| WORK TO COMPLETE |
Scan the material below for "Feldmark", then return each line that contains it.

| THE RECORDS |
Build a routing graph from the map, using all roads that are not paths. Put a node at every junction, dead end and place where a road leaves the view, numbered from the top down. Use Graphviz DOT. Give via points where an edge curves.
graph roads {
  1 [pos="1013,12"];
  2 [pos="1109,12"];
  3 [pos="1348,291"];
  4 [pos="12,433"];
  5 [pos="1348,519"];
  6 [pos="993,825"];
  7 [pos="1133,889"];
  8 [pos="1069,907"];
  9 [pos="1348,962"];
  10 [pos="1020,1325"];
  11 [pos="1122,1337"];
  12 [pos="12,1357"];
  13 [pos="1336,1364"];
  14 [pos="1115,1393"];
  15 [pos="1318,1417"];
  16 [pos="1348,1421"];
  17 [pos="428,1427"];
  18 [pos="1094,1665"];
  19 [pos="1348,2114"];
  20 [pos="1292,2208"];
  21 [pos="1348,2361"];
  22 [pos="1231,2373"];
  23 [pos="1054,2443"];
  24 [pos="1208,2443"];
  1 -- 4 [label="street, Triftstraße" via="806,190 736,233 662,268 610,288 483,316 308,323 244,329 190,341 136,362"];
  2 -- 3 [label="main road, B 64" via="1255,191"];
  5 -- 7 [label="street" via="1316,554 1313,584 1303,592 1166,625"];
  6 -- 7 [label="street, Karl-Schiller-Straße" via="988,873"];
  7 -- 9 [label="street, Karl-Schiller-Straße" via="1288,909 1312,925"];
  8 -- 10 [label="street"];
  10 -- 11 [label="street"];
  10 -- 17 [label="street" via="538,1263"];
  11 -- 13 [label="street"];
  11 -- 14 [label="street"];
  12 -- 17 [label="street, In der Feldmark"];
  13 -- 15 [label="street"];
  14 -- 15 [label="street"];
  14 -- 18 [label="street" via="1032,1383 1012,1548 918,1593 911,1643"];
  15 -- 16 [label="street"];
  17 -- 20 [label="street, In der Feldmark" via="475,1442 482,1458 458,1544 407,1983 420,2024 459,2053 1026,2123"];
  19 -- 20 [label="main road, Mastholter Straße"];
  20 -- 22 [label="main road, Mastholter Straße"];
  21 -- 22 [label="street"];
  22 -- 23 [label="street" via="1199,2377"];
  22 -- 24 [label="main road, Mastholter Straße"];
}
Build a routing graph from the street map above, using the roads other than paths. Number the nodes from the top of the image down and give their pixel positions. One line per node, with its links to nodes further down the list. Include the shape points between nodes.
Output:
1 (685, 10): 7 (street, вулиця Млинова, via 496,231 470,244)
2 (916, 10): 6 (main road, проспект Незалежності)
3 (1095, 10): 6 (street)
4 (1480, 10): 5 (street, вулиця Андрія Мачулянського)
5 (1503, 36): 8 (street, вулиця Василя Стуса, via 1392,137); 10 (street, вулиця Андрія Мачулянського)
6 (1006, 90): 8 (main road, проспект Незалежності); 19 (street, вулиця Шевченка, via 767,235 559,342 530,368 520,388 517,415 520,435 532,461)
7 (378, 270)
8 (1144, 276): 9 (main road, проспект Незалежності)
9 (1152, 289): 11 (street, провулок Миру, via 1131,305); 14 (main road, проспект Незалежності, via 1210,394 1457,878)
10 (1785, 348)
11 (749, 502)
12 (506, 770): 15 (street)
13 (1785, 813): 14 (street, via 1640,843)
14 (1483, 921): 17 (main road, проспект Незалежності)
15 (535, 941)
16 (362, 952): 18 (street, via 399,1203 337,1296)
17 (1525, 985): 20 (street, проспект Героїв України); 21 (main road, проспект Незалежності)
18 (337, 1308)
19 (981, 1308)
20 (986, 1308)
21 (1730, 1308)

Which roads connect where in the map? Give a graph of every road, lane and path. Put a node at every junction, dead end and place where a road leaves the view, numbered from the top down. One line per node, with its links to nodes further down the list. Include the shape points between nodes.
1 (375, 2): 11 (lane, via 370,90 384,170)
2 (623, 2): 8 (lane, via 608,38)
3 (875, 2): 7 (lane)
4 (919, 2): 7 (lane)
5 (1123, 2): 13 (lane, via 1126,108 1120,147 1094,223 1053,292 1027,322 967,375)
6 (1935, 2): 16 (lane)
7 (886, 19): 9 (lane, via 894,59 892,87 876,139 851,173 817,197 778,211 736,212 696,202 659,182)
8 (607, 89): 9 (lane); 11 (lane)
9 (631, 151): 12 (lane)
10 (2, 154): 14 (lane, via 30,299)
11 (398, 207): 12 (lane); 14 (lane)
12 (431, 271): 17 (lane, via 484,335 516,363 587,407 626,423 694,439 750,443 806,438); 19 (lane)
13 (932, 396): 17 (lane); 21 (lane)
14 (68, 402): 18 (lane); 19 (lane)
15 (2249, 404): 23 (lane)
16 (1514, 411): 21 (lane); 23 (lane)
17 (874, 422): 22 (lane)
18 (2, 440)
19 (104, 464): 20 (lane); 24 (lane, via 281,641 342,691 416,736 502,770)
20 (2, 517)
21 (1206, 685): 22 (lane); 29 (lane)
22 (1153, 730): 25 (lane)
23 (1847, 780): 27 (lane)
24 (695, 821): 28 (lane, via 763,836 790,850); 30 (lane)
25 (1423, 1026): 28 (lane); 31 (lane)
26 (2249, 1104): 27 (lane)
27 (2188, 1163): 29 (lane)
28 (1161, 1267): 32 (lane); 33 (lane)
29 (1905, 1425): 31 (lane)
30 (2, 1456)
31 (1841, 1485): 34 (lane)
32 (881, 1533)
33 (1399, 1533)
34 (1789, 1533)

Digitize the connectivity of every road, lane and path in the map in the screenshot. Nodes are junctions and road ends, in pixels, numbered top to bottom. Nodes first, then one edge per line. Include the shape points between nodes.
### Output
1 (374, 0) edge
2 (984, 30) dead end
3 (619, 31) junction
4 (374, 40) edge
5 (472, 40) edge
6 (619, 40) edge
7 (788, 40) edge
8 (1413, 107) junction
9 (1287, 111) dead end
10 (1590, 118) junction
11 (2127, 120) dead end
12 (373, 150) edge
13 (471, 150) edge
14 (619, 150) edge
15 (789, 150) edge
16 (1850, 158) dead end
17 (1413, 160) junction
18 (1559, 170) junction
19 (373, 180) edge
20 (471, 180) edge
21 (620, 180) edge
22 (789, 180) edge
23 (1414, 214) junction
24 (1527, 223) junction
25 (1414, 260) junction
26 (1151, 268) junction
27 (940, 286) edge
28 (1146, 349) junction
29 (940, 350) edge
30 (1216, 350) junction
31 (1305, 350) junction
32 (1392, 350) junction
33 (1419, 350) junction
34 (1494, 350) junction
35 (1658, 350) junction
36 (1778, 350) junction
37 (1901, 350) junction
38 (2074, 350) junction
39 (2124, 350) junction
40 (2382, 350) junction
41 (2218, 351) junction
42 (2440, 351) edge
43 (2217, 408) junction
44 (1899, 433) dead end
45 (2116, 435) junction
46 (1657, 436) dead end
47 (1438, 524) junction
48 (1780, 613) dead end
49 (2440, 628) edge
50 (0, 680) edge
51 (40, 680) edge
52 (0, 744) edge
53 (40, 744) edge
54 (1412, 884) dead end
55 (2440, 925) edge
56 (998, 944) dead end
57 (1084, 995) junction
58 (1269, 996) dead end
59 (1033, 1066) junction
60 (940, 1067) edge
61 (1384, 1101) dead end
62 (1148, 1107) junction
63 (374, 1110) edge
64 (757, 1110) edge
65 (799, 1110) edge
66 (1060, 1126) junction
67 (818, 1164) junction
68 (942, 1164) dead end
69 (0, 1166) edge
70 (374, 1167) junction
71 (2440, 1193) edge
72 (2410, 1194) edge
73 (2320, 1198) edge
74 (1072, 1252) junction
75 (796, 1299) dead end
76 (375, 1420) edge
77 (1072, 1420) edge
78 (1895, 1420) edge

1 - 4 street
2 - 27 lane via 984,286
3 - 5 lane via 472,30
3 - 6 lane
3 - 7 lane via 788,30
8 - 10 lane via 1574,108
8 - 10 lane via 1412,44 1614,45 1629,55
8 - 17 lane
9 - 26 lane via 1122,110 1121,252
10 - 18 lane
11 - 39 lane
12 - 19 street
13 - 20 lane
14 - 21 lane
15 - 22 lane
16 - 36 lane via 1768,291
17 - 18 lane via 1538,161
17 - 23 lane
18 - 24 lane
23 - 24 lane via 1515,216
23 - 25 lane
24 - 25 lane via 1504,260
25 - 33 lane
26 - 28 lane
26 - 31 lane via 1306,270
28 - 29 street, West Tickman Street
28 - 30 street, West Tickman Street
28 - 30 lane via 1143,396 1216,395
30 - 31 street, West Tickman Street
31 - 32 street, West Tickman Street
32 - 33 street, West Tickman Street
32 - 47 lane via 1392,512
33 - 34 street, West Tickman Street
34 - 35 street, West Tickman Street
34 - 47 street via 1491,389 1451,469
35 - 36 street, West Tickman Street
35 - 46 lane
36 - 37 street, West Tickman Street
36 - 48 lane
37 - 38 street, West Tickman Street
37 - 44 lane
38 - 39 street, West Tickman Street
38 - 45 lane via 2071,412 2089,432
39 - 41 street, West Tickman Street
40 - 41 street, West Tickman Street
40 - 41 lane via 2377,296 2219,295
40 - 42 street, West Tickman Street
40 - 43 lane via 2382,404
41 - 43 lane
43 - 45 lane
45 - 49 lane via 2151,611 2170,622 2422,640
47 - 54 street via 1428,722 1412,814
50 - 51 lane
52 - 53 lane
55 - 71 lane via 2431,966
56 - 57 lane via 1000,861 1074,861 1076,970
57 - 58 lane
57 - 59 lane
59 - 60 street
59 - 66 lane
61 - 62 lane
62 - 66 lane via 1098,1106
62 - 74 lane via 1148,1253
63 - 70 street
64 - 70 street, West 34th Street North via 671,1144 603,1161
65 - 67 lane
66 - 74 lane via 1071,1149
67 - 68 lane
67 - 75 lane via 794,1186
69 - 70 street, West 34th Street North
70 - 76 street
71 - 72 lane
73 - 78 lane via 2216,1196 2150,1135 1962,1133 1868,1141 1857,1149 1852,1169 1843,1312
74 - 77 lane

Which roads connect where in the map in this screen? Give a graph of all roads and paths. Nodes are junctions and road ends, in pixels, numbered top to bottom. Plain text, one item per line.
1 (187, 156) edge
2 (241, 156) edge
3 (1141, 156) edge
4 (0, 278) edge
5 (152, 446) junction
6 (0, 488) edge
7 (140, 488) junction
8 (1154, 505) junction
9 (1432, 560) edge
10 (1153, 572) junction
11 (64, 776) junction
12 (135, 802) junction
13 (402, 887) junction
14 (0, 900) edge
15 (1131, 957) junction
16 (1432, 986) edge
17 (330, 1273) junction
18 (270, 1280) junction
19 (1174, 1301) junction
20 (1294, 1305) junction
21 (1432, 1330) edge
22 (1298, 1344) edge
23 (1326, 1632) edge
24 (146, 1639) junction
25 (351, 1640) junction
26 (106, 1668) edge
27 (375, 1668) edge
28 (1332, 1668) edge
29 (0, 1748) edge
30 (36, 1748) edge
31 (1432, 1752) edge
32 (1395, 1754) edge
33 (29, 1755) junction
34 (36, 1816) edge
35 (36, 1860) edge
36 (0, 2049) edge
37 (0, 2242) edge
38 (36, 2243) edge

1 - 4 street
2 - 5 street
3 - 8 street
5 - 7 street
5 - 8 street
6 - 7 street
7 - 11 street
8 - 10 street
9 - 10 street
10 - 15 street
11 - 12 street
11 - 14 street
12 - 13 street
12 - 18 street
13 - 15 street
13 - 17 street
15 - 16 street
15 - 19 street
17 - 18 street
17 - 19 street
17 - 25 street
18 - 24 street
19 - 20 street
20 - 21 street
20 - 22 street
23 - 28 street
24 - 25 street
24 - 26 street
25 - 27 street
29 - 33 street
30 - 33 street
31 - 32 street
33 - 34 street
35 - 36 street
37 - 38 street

| TASK OUTPUT |
  12 -- 17 [label="street, In der Feldmark"];
  17 -- 20 [label="street, In der Feldmark" via="475,1442 482,1458 458,1544 407,1983 420,2024 459,2053 1026,2123"];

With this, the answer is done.